Exercise requirements →
When a line of the entries below contains "Travessa", it counts once; state how many such lines there are and nothing else.

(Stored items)
——
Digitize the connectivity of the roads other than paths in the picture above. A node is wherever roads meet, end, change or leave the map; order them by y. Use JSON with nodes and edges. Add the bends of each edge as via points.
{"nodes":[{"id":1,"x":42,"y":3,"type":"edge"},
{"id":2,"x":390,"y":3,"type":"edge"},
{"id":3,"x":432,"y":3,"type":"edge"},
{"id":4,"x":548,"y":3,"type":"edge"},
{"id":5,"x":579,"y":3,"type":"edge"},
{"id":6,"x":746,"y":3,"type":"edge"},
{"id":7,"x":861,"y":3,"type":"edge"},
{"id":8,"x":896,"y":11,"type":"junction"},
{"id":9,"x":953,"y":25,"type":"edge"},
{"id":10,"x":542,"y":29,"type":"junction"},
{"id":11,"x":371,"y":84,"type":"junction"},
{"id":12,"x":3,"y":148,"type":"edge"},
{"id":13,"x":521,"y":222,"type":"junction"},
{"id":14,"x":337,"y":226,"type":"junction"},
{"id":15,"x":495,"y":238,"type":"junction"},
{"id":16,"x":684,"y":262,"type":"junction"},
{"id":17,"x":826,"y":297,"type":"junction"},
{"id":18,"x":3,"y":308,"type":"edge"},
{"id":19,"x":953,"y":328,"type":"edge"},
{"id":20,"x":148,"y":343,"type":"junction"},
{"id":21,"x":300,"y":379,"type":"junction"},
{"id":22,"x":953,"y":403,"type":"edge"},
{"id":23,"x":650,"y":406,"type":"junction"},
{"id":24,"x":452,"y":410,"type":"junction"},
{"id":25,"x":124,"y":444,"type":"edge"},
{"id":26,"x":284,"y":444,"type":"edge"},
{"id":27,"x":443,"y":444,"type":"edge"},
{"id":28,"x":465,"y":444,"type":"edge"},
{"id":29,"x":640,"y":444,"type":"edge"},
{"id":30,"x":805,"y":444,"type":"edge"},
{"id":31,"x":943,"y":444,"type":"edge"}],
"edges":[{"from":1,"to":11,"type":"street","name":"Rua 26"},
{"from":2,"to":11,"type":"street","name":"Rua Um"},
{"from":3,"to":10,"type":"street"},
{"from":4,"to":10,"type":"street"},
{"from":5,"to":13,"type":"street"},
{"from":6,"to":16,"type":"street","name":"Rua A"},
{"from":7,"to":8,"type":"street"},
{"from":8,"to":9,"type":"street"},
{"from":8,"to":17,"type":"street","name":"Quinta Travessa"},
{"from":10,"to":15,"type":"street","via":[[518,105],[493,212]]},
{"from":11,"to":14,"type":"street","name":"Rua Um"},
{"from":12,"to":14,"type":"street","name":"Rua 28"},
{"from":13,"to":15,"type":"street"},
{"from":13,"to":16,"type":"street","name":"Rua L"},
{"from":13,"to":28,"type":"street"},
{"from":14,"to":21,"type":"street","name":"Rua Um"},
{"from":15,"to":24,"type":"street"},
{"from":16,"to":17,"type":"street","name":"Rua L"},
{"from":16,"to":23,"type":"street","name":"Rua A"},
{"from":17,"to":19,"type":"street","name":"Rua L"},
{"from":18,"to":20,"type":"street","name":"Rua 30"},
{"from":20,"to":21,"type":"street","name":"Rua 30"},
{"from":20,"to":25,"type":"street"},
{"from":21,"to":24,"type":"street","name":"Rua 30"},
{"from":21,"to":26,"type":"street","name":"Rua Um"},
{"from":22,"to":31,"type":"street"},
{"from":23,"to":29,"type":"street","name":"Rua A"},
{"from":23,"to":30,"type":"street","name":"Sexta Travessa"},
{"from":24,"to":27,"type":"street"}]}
——
Result for this task →
2